● **TASK TO COMPLETE**
Starting at the line with "middle dip: (196, 117)", retype each line exactly up to and including the final line of the records below.

SUPPLIED MATERIAL section start

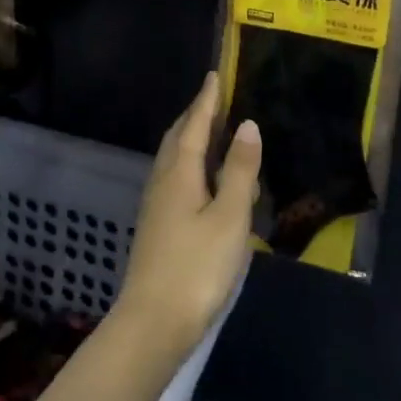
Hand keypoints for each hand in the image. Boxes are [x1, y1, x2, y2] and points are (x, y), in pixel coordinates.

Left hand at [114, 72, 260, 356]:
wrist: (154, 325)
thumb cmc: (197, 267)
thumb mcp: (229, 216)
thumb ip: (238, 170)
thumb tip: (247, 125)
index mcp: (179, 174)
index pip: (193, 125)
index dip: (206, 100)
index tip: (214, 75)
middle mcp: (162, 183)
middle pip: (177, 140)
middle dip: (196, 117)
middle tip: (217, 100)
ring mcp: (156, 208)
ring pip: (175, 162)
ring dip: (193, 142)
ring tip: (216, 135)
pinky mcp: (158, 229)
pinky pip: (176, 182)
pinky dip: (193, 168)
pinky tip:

SUPPLIED MATERIAL section end

● **EXERCISE SOLUTION**
middle dip: (196, 117)
middle tip: (217, 100)
ring mcp: (156, 208)
ring pip: (175, 162)
ring dip: (193, 142)
ring tip: (216, 135)
pinky mcp: (158, 229)
pinky pip: (176, 182)
pinky dip: (193, 168)
pinky tip:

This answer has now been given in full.